I strive hard to make sense of my life. I don’t know when I will be able to. One tiny step at a time I take. God please help me out. Please. I need one, just one tiny relief. Wherever we are, wherever life takes us let us belong. Please God.

Wednesday, 9 October 2019

The dark knight rises* - Battling Depression.



तुम इतना जो मुस्कुरा रही हो, क्या ग़म है जिसको छुपा रही हो
बन जाएंगे जहर पीते पीते, ये अश्क जो पीती जा रही हो
Dear God 

Picture This:  
You are all by yourself and have turned in for the night. One chance remark from someone you love and you start crying inconsolably. Damn that raw nerve! The routine phone call home is already done. No more phone calls to look forward to. No one is supposed to check on you in the dead of the night. No one is possibly aware of what is going on. You cry your eyes out at what was said, how it was said, why me and so on… In short, total chaos.

When I step out of my home, sweet home no one knows what I am going through.

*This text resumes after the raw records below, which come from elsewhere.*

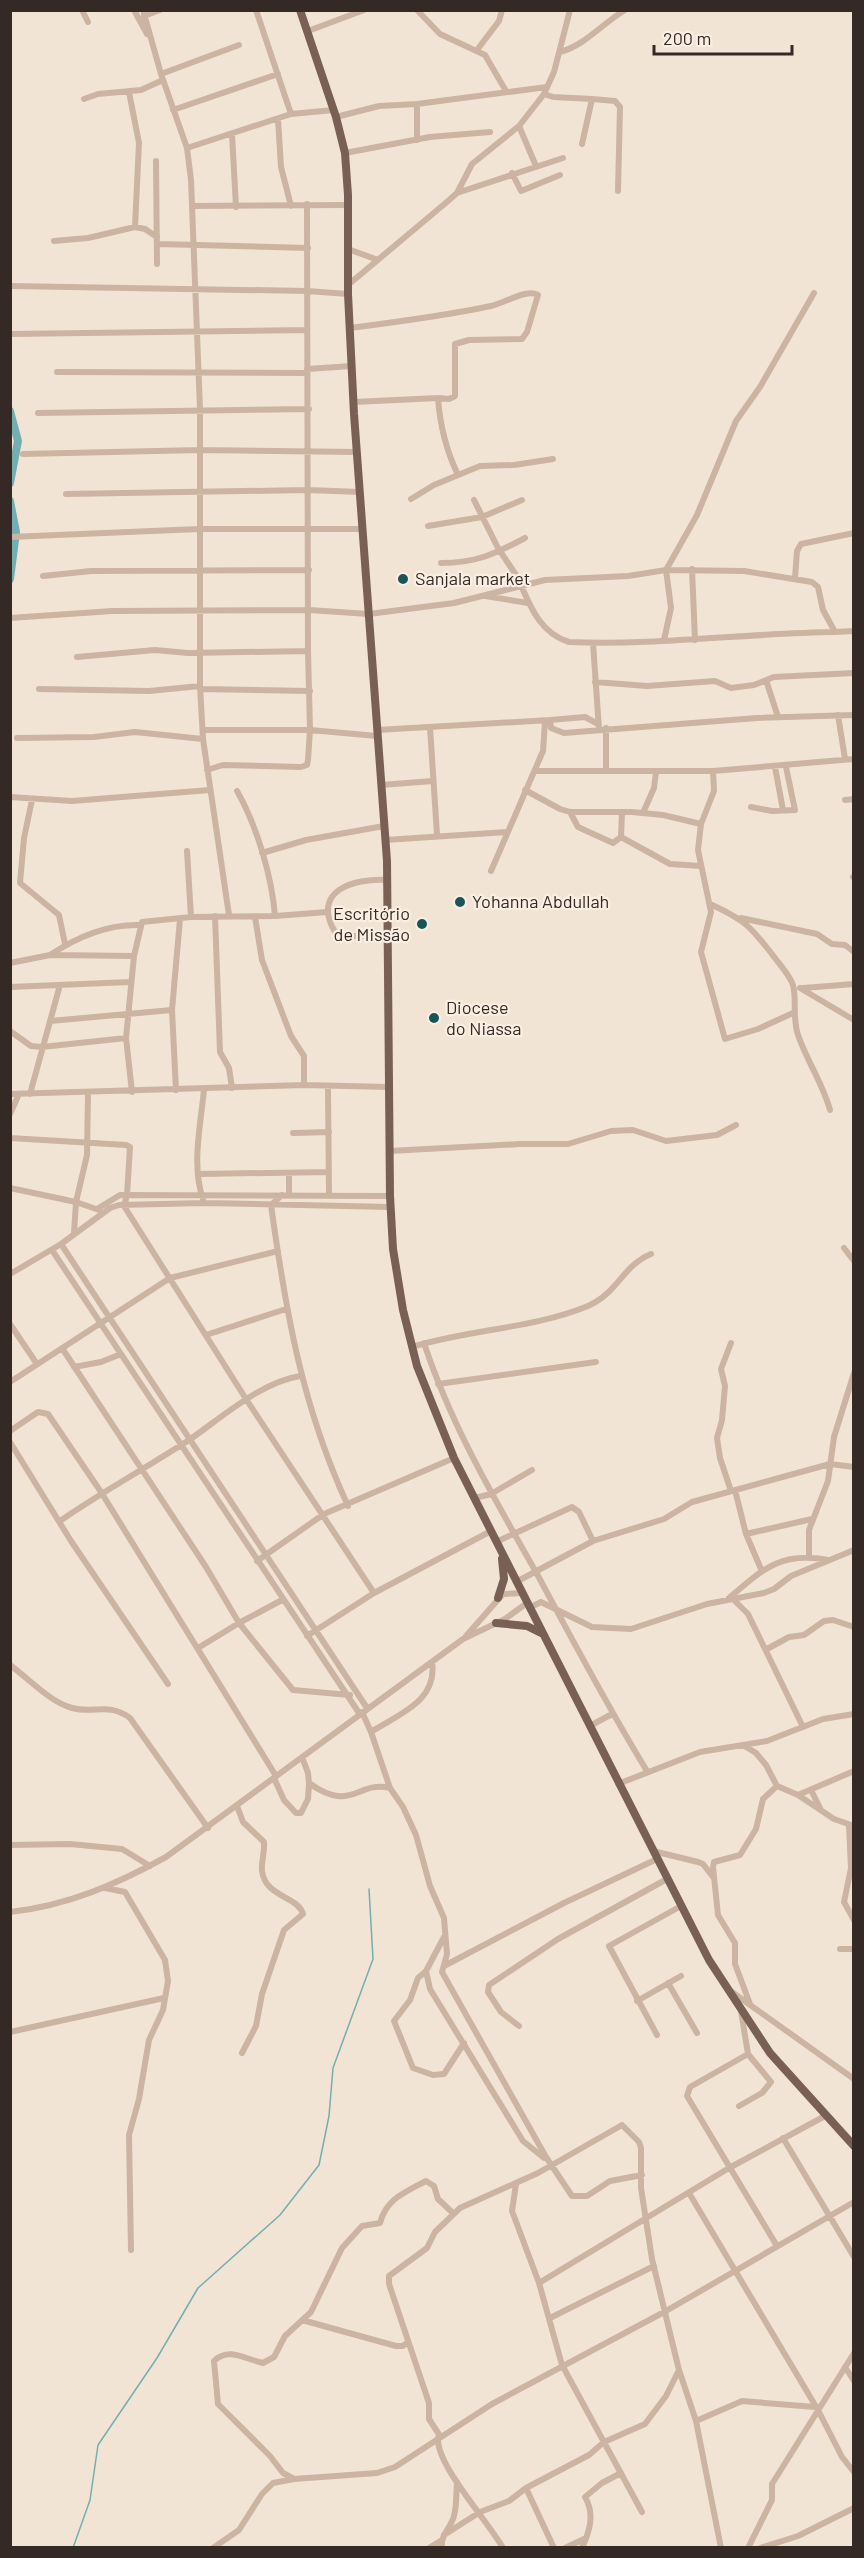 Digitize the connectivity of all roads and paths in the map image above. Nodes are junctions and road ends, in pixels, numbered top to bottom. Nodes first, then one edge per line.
1 (82, 10) edge
2 (134, 10) edge
3 (160, 10) edge
4 (256, 10) edge
5 (300, 10) edge
6 (364, 10) edge
7 (417, 10) edge
8 (502, 10) edge
9 (570, 10) edge
10 (625, 10) edge
11 (144, 13) edge
12 (137, 18) junction
13 (88, 22) dead end
14 (308, 31) junction
15 (149, 37) junction
16 (239, 45) dead end
17 (477, 50) junction
18 (560, 52) junction
19 (278, 74) junction
20 (162, 77) junction
21 (545, 90) junction
22 (506, 91) junction
23 (129, 92) junction
24 (84, 99) dead end
25 (592, 99) junction
26 (417, 104) junction
27 (173, 110) junction
28 (335, 113) junction
29 (291, 114) junction
30 (278, 119) junction
31 (519, 126) junction
32 (490, 132) dead end
33 (232, 134) junction
34 (417, 140) junction
35 (582, 144) dead end
36 (187, 148) junction
37 (345, 153) junction
38 (563, 158) dead end
39 (156, 160) dead end
40 (536, 166) junction
41 (512, 174) junction
42 (560, 175) dead end
43 (618, 191) dead end
44 (457, 193) junction
45 (307, 204) junction
46 (348, 205) junction
47 (192, 206) junction
48 (291, 206) junction
49 (236, 207) junction
50 (135, 227) junction
51 (54, 241) dead end
52 (157, 241) junction
53 (193, 246) junction
54 (308, 248) junction
55 (348, 249) junction
56 (378, 260) junction
57 (157, 264) dead end
58 (348, 285) junction
59 (10, 286) edge
60 (196, 289) junction
61 (307, 291) junction
62 (814, 293) dead end
63 (348, 294) junction
64 (350, 328) junction
65 (307, 330) junction
66 (198, 331) junction
67 (10, 334) edge
68 (352, 366) junction
69 (198, 371) junction
70 (307, 371) junction
71 (57, 372) dead end
72 (438, 398) junction
73 (354, 402) junction
74 (200, 409) junction
75 (309, 409) junction
76 (38, 413) dead end
77 (200, 450) junction
78 (308, 450) junction
79 (357, 452) junction
80 (23, 454) dead end
81 (553, 459) dead end
82 (458, 475) junction
83 (308, 490) junction
84 (199, 491) junction
85 (360, 492) junction
86 (66, 494) dead end
87 (411, 499) dead end
88 (474, 500) dead end
89 (522, 500) dead end
90 (482, 517) junction
91 (428, 526) dead end
92 (200, 529) junction
93 (362, 529) junction
94 (309, 530) junction
95 (854, 533) edge
96 (10, 537) edge
97 (525, 538) dead end
98 (501, 551) junction
99 (441, 563) dead end
100 (200, 569) junction
101 (692, 569) junction
102 (309, 570) junction
103 (666, 570) junction
104 (43, 576) dead end
105 (795, 578) junction
106 (522, 585) junction
107 (482, 596) junction
108 (528, 603) junction
109 (309, 610) junction
110 (200, 611) junction
111 (369, 614) junction
112 (10, 618) edge
113 (835, 632) junction
114 (853, 634) edge
115 (664, 640) junction
116 (695, 640) junction
117 (593, 643) junction
118 (308, 651) junction
119 (201, 652) junction
120 (77, 657) dead end
121 (854, 674) edge
122 (766, 680) junction
123 (595, 682) junction
124 (200, 687) junction
125 (39, 689) dead end
126 (310, 691) junction
127 (838, 715) junction
128 (854, 715) edge
129 (778, 717) junction
130 (548, 721) junction
131 (430, 727) junction
132 (601, 727) junction
133 (203, 730) junction
134 (310, 730) junction
135 (377, 733) junction
136 (17, 738) dead end
137 (203, 739) junction
138 (845, 759) junction
139 (854, 759) edge
140 (786, 766) junction
141 (775, 767) junction
142 (207, 771) junction
143 (534, 771) junction
144 (606, 771) junction
145 (713, 771) junction
146 (656, 772) junction
147 (434, 781) junction
148 (381, 785) junction
149 (210, 790) junction
150 (525, 790) junction
151 (237, 791) dead end
152 (10, 797) edge
153 (854, 799) edge
154 (32, 800) junction
155 (845, 800) dead end
156 (751, 807) dead end
157 (783, 810) junction
158 (570, 812) junction
159 (622, 812) junction
160 (643, 813) junction
161 (701, 824) junction
162 (384, 826) junction
163 (507, 832) junction
164 (437, 835) junction
165 (621, 837) junction
166 (385, 840) junction
167 (187, 851) dead end
168 (262, 853) junction
169 (701, 866) junction
170 (491, 871) dead end
171 (387, 880) junction
172 (710, 904) junction
173 (327, 912) junction
174 (229, 915) junction
175 (215, 916) junction
176 (275, 916) junction
177 (191, 917) junction
178 (255, 917) junction
179 (740, 918) junction
180 (180, 919) junction
181 (140, 925) junction
182 (387, 934) junction
183 (65, 944) junction
184 (854, 952) edge
185 (50, 956) junction
186 (134, 956) junction
187 (10, 963) edge
188 (130, 982) junction
189 (854, 984) edge
190 (60, 985) junction
191 (10, 987) edge
192 (797, 987) junction
193 (172, 1010) junction
194 (793, 1012) junction
195 (130, 1014) junction
196 (854, 1020) edge
197 (50, 1021) junction
198 (10, 1031) edge
199 (126, 1038) junction
200 (42, 1047) junction
201 (304, 1085) junction
202 (328, 1086) junction
203 (388, 1087) junction
204 (232, 1088) junction
205 (204, 1089) junction
206 (176, 1090) junction
207 (88, 1092) junction
208 (132, 1092) junction
209 (10, 1094) edge
210 (20, 1094) junction
211 (30, 1094) junction
212 (831, 1110) dead end
213 (10, 1114) edge
214 (736, 1125) dead end
215 (329, 1132) junction
216 (293, 1133) dead end
217 (10, 1138) edge
218 (88, 1143) junction
219 (389, 1151) junction
220 (329, 1172) junction
221 (289, 1173) junction
222 (199, 1174) junction
223 (10, 1188) edge
224 (329, 1194) junction
225 (201, 1195) junction
226 (285, 1195) junction
227 (128, 1196) junction
228 (390, 1196) junction
229 (76, 1202) junction
230 (205, 1203) junction
231 (271, 1205) junction
232 (124, 1206) junction
233 (390, 1207) junction
234 (97, 1209) junction
235 (105, 1212) junction
236 (74, 1233) junction
237 (61, 1244) junction
238 (844, 1248) dead end
239 (52, 1250) junction
240 (278, 1251) junction
241 (651, 1254) dead end
242 (854, 1261) edge
243 (10, 1274) edge
244 (170, 1278) junction
245 (286, 1309) junction
246 (110, 1316) junction
247 (100, 1323) junction
248 (10, 1324) edge
249 (206, 1335) junction
250 (424, 1343) junction
251 (731, 1343) dead end
252 (412, 1347) junction
253 (62, 1348) junction
254 (121, 1354) junction
255 (596, 1362) dead end
256 (37, 1364) junction
257 (74, 1367) junction
258 (854, 1373) edge
259 (300, 1376) junction
260 (10, 1382) edge
261 (152, 1384) junction
262 (438, 1384) junction
263 (145, 1390) junction
264 (246, 1399) junction
265 (10, 1431) edge
266 (189, 1439) junction
267 (10, 1442) edge
268 (181, 1445) junction
269 (454, 1458) junction
270 (830, 1464) junction
271 (854, 1467) edge
272 (141, 1468) junction
273 (532, 1470) dead end
274 (733, 1490) junction
275 (101, 1492) junction
276 (491, 1494) junction
277 (475, 1498) junction
278 (348, 1506) junction
279 (324, 1514) junction
280 (812, 1519) junction
281 (60, 1521) junction
282 (491, 1531) junction
283 (513, 1533) junction
284 (746, 1534) junction
285 (593, 1541) junction
286 (498, 1545) junction
287 (854, 1550) edge
288 (266, 1555) junction
289 (809, 1557) junction
290 (257, 1561) junction
291 (832, 1561) junction
292 (761, 1569) junction
293 (536, 1573) junction
294 (516, 1582) junction
295 (374, 1593) junction
296 (522, 1593) junction
297 (498, 1598) junction
298 (730, 1598) junction
299 (282, 1600) junction
300 (528, 1605) junction
301 (554, 1608) junction
302 (239, 1623) junction
303 (496, 1623) junction
304 (854, 1627) edge
305 (316, 1630) junction
306 (543, 1634) junction
307 (307, 1636) junction
308 (463, 1638) junction
309 (198, 1648) junction
310 (766, 1649) junction
311 (432, 1662) junction
312 (10, 1665) edge
313 (168, 1684) dead end
314 (347, 1695) junction
315 (358, 1695) junction
316 (363, 1711) junction
317 (612, 1714) junction
318 (854, 1714) edge
319 (590, 1726) junction
320 (803, 1727) junction
321 (371, 1732) junction
322 (743, 1745) junction
323 (302, 1757) junction
324 (647, 1771) junction
325 (854, 1771) edge
326 (275, 1777) junction
327 (309, 1783) junction
328 (618, 1784) junction
329 (777, 1786) junction
330 (390, 1788) junction
331 (812, 1790) junction
332 (798, 1796) junction
333 (237, 1806) junction
334 (822, 1811) junction
335 (851, 1826) edge
336 (208, 1828) junction
337 (10, 1845) edge
338 (655, 1855) junction
339 (150, 1866) junction
340 (713, 1877) junction
341 (667, 1879) junction
342 (105, 1888) junction
343 (681, 1906) junction
344 (10, 1912) edge
345 (854, 1920) edge
346 (444, 1936) junction
347 (854, 1949) edge
348 (840, 1950) dead end
349 (444, 1966) junction
350 (426, 1971) junction
351 (681, 1976) dead end
352 (669, 1983) junction
353 (727, 1990) junction
354 (164, 1998) junction
355 (637, 2001) junction
356 (750, 2004) junction
357 (741, 2010) junction
358 (519, 2026) dead end
359 (10, 2032) edge
360 (697, 2033) dead end
361 (657, 2035) dead end
362 (464, 2043) junction
363 (242, 2053) dead end
364 (748, 2054) junction
365 (854, 2079) edge
366 (739, 2106) dead end
367 (825, 2116) junction
368 (783, 2138) junction
369 (854, 2146) edge
370 (552, 2163) junction
371 (729, 2168) junction
372 (642, 2175) junction
373 (516, 2184) junction
374 (689, 2193) junction
375 (645, 2200) junction
376 (854, 2202) edge
377 (664, 2207) junction
378 (454, 2214) junction
379 (829, 2215) junction
380 (646, 2219) junction
381 (777, 2246) junction
382 (131, 2250) dead end
383 (854, 2257) edge
384 (654, 2266) junction
385 (736, 2270) junction
386 (539, 2283) junction
387 (666, 2311) junction
388 (550, 2318) junction
389 (302, 2320) junction
390 (408, 2342) junction
391 (854, 2353) edge
392 (562, 2365) junction
393 (845, 2367) junction
394 (679, 2370) junction
395 (854, 2381) edge
396 (817, 2408) junction
397 (696, 2421) junction
398 (439, 2437) junction
399 (604, 2442) junction
400 (854, 2472) edge
401 (621, 2473) junction
402 (294, 2479) junction
403 (456, 2481) junction
404 (526, 2488) junction
405 (854, 2508) edge
406 (480, 2512) junction
407 (642, 2512) dead end
408 (586, 2538) junction
409 (443, 2541) edge
410 (213, 2547) edge
411 (429, 2547) edge
412 (503, 2547) edge
413 (554, 2547) edge
414 (565, 2547) edge
415 (582, 2547) edge
416 (721, 2547) edge
417 (748, 2547) edge
418 (760, 2547) edge

1 - 13 street
2 - 12 street
3 - 11 street
4 - 19 street
5 - 14 main road
6 - 14 street
7 - 17 street
8 - 17 street
9 - 18 street
10 - 18 street
11 - 12 street
11 - 15 street
12 - 15 street
14 - 28 main road
15 - 20 street
16 - 20 street
17 - 22 street
18 - 21 street
19 - 27 street
19 - 29 street
20 - 23 street
20 - 27 street
21 - 22 street
21 - 25 street
21 - 31 street
22 - 26 street
23 - 24 street
23 - 50 street
25 - 35 street
25 - 43 street
26 - 28 street
26 - 34 street
27 - 36 street
28 - 29 street
28 - 37 main road
29 - 30 street
30 - 33 street
30 - 48 street
31 - 40 street
31 - 44 street
32 - 34 street
33 - 36 street
33 - 49 street
34 - 37 street
36 - 47 street
37 - 46 main road
38 - 40 street
39 - 52 street
40 - 41 street
41 - 42 street
41 - 44 street
44 - 56 street
45 - 46 street
45 - 48 street
45 - 54 street
46 - 55 main road
47 - 49 street
47 - 53 street
48 - 49 street
50 - 51 street
50 - 52 street
52 - 53 street
52 - 57 street
53 - 54 street
53 - 60 street
54 - 61 street
55 - 56 street
55 - 58 main road
56 - 58 street
58 - 63 main road
59 - 60 street
60 - 61 street
60 - 66 street
61 - 63 street
61 - 65 street
62 - 103 street
63 - 64 main road
64 - 68 main road
64 - 72 street
65 - 66 street
65 - 70 street
66 - 67 street
66 - 69 street
68 - 70 street
68 - 73 main road
69 - 70 street
69 - 71 street
69 - 74 street
70 - 75 street
72 - 73 street
72 - 82 street
73 - 79 main road
74 - 75 street
74 - 76 street
74 - 77 street
75 - 78 street
77 - 78 street
77 - 80 street
77 - 84 street
78 - 79 street
78 - 83 street
79 - 85 main road
81 - 82 street
82 - 87 street
83 - 84 street
83 - 85 street
83 - 94 street
84 - 86 street
84 - 92 street
85 - 93 main road
88 - 90 street
89 - 90 street
90 - 91 street
90 - 98 street
92 - 94 street
92 - 96 street
92 - 100 street
93 - 94 street
93 - 111 main road
94 - 102 street
95 - 105 street
97 - 98 street
98 - 99 street
98 - 106 street
100 - 102 street
100 - 104 street
100 - 110 street
101 - 103 street
101 - 105 street
101 - 116 street
102 - 109 street
103 - 106 street
103 - 115 street
105 - 113 street
106 - 107 street
106 - 108 street
107 - 108 street
107 - 111 street
108 - 117 street
109 - 110 street
109 - 111 street
109 - 118 street
110 - 112 street
110 - 119 street
111 - 135 main road
113 - 114 street
113 - 116 street
115 - 116 street
115 - 117 street
117 - 123 street
118 - 119 street
118 - 126 street
119 - 120 street
119 - 124 street
121 - 122 street
122 - 123 street
122 - 129 street
123 - 132 street
124 - 125 street
124 - 126 street
124 - 133 street
126 - 134 street
127 - 128 street
127 - 129 street
127 - 138 street
129 - 132 street
130 - 131 street
130 - 132 street
130 - 132 street
130 - 143 street
131 - 135 street
131 - 147 street
132 - 144 street
133 - 134 street
133 - 137 street
134 - 135 street
134 - 142 street
135 - 148 main road
136 - 137 street
137 - 142 street
138 - 139 street
138 - 140 street
140 - 141 street
140 - 157 street
141 - 145 street
141 - 157 street
142 - 149 street
143 - 144 street
143 - 150 street
144 - 146 street
145 - 146 street
145 - 161 street
146 - 160 street
147 - 148 street
147 - 164 street
148 - 162 main road
149 - 154 street
149 - 174 street
150 - 158 street
150 - 163 street
151 - 168 street
152 - 154 street
153 - 155 street
154 - 183 street
156 - 157 street
158 - 159 street
158 - 165 street
159 - 160 street
159 - 165 street
160 - 161 street
161 - 169 street
162 - 166 main road
162 - 168 street
163 - 164 street
163 - 170 street
164 - 166 street
165 - 169 street
166 - 171 main road
167 - 177 street
168 - 176 street
169 - 172 street
171 - 173 street
171 - 182 main road
172 - 179 street
172 - 194 street
173 - 176 street
173 - 182 street
174 - 175 street
174 - 178 street
175 - 177 street
175 - 204 street
176 - 178 street
177 - 180 street
178 - 201 street
179 - 184 street
179 - 192 street
180 - 181 street
180 - 193 street
181 - 183 street
181 - 186 street
182 - 203 main road
183 - 185 street
185 - 186 street
185 - 187 street
186 - 188 street
188 - 190 street
188 - 195 street
189 - 192 street
190 - 191 street
190 - 197 street
192 - 194 street
192 - 196 street
193 - 195 street
193 - 206 street
194 - 212 street
195 - 197 street
195 - 199 street
197 - 200 street
198 - 200 street
199 - 200 street
199 - 208 street
200 - 211 street
201 - 202 street
201 - 204 street
202 - 203 street
202 - 215 street
203 - 219 main road
204 - 205 street
205 - 206 street
205 - 222 street
206 - 208 street
207 - 208 street
207 - 211 street
207 - 218 street
209 - 210 street
210 - 211 street
210 - 213 street
214 - 219 street
215 - 216 street
215 - 220 street
217 - 218 street
218 - 227 street
218 - 229 street
219 - 228 main road
220 - 221 street
220 - 224 street
221 - 222 street
221 - 226 street
222 - 225 street
223 - 229 street
224 - 226 street
224 - 228 street
225 - 226 street
225 - 227 street
225 - 230 street
226 - 231 street
227 - 232 street
227 - 234 street
228 - 233 main road
229 - 234 street
229 - 236 street
230 - 231 street
230 - 232 street
231 - 233 street
231 - 240 street
232 - 235 street
232 - 244 street
233 - 252 main road
234 - 235 street
235 - 236 street
236 - 237 street
237 - 239 street
237 - 246 street
238 - 242 street
239 - 243 street
239 - 247 street
240 - 244 street
240 - 245 street
241 - 250 street
244 - 246 street
244 - 249 street
245 - 249 street
245 - 259 street
246 - 247 street
246 - 261 street
247 - 253 street
247 - 254 street
248 - 256 street
249 - 264 street
250 - 252 street
250 - 262 street
251 - 274 street
252 - 269 main road
253 - 256 street
253 - 257 street
254 - 257 street
254 - 263 street
255 - 262 street
256 - 260 street
257 - 272 street
258 - 270 street
259 - 264 street
259 - 278 street
261 - 263 street
261 - 266 street
262 - 276 street
263 - 268 street
264 - 266 street
264 - 279 street
265 - 275 street
266 - 268 street
266 - 288 street
267 - 281 street
268 - 272 street
268 - 290 street
269 - 277 main road
269 - 278 street
270 - 271 street
270 - 274 street
270 - 280 street
272 - 275 street
272 - 302 street
273 - 276 street
274 - 284 street
274 - 285 street
275 - 281 street
275 - 309 street
276 - 277 street
276 - 283 street
277 - 282 main road
278 - 279 street
279 - 288 street
279 - 295 street
280 - 284 street
280 - 289 street
281 - 313 street
282 - 286 main road
282 - 295 street
283 - 285 street
283 - 286 street
283 - 293 street
284 - 292 street
285 - 293 street
286 - 294 main road
286 - 297 main road
287 - 291 street
288 - 290 street
288 - 305 street
289 - 291 street
289 - 292 street
290 - 299 street
291 - 298 street
292 - 298 street
293 - 294 street
293 - 301 street
294 - 296 main road
295 - 305 street
296 - 297 street
296 - 300 main road
297 - 308 street
298 - 301 street
298 - 310 street
299 - 302 street
299 - 307 street
300 - 301 street
300 - 303 street
300 - 306 main road
301 - 317 street
302 - 309 street
302 - 314 street
303 - 306 main road
303 - 308 street
304 - 310 street
305 - 307 street
305 - 315 street
306 - 319 main road
307 - 314 street
308 - 311 street
309 - 326 street
310 - 320 street
311 - 316 street
311 - 321 street
312 - 336 street
314 - 315 street
314 - 316 street
315 - 316 street
316 - 321 street
316 - 323 street
317 - 319 street
317 - 324 street
318 - 320 street
319 - 328 main road
320 - 322 street
321 - 330 street
322 - 324 street
322 - 329 street
323 - 326 street
323 - 327 street
324 - 328 street
325 - 331 street
326 - 327 street
326 - 333 street
327 - 330 street
328 - 338 main road
329 - 332 street
329 - 340 street
330 - 346 street
331 - 332 street
331 - 334 street
332 - 334 street
333 - 336 street
333 - 363 street
334 - 335 street
335 - 345 street
336 - 339 street
337 - 339 street
338 - 340 street
338 - 341 main road
338 - 349 street
339 - 342 street
340 - 356 street
341 - 343 main road
341 - 358 street
342 - 344 street
342 - 354 street
343 - 353 main road
343 - 355 street
346 - 349 street
346 - 350 street
347 - 348 street
349 - 370 street
350 - 362 street
350 - 362 street
351 - 352 street
352 - 355 street
352 - 360 street
353 - 356 street
353 - 357 main road
354 - 359 street
354 - 382 street
355 - 361 street
356 - 365 street
357 - 364 street
357 - 367 main road
362 - 370 street
364 - 366 street
364 - 371 street
367 - 368 street
367 - 369 main road
368 - 371 street
368 - 379 street
370 - 372 street
370 - 372 street
370 - 373 street
371 - 374 street
371 - 381 street
372 - 375 street
373 - 378 street
373 - 386 street
374 - 377 street
374 - 385 street
375 - 377 street
375 - 380 street
376 - 379 street
377 - 380 street
378 - 389 street
378 - 390 street
379 - 381 street
379 - 383 street
380 - 384 street
380 - 386 street
381 - 385 street
384 - 387 street
384 - 388 street
385 - 387 street
385 - 396 street
386 - 388 street
387 - 392 street
387 - 394 street
388 - 392 street
389 - 390 street
389 - 402 street
390 - 398 street
391 - 393 street
392 - 398 street
392 - 399 street
393 - 395 street
393 - 396 street
394 - 397 street
394 - 399 street
396 - 397 street
396 - 400 street
396 - 417 street
397 - 416 street
398 - 402 street
398 - 403 street
399 - 401 street
399 - 404 street
401 - 407 street
401 - 408 street
402 - 410 street
403 - 406 street
403 - 409 street
404 - 406 street
404 - 413 street
405 - 418 street
406 - 409 street
406 - 412 street
408 - 414 street
408 - 415 street
409 - 411 street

No one knows this person with a constant smile on her face has literally cried her eyes out the night before. No one knows the person who maintains a calm demeanor in all kind of situations is so restless within. No one knows the struggle of getting out there in the world and battling it out. When all you want to do is throw in the towel and lie low.

Believe me, I would give an arm and a foot to just block it all out. But that is not how I was raised. That is not what I was taught to do. That is not what I choose to do. I chose this life; I chose my war and I chose my battles. Win or lose, all I can do right now is fight. With the last ounce of my strength no matter how hard it is!

I keep telling me to take one, just one step farther. I know that just like the happy times, this time will also not last, it will soon be overshadowed with love, achievements, fresh commitments, new assignments or maybe newfound courage. Courage brought me this far. It is just a few more steps out of this hellhole. I have been through worse and always managed to overcome it.

This too shall pass. To all the brave people out there, here. I hold my own hand and walk when there is no one to support me. Hold your own hand and walk. You will be out of the dark soon. Believe me, there is hope, there is always hope. Even if there is not one in sight yet. Also please don’t try to not cry. Just let it go. The worst thing you can do to yourself is forcing yourself to stay positive.

If you are sad, you do have a reason for being sad. There is no need to force yourself to be happy. Don’t invalidate your hurt, sadness, anger and loneliness. First just flush out all the sadness by doing whatever you can. Binge on your favorite dishes, cry, break things, shout, grieve, listen to the saddest possible songs and cry your eyes out. It is important to empty your heart of all the negativity before positive ones can seep in. Make place for it by drawing the sadness out. Don’t hold it in, please.
*The dark knight rises is a Batman Series Movie title.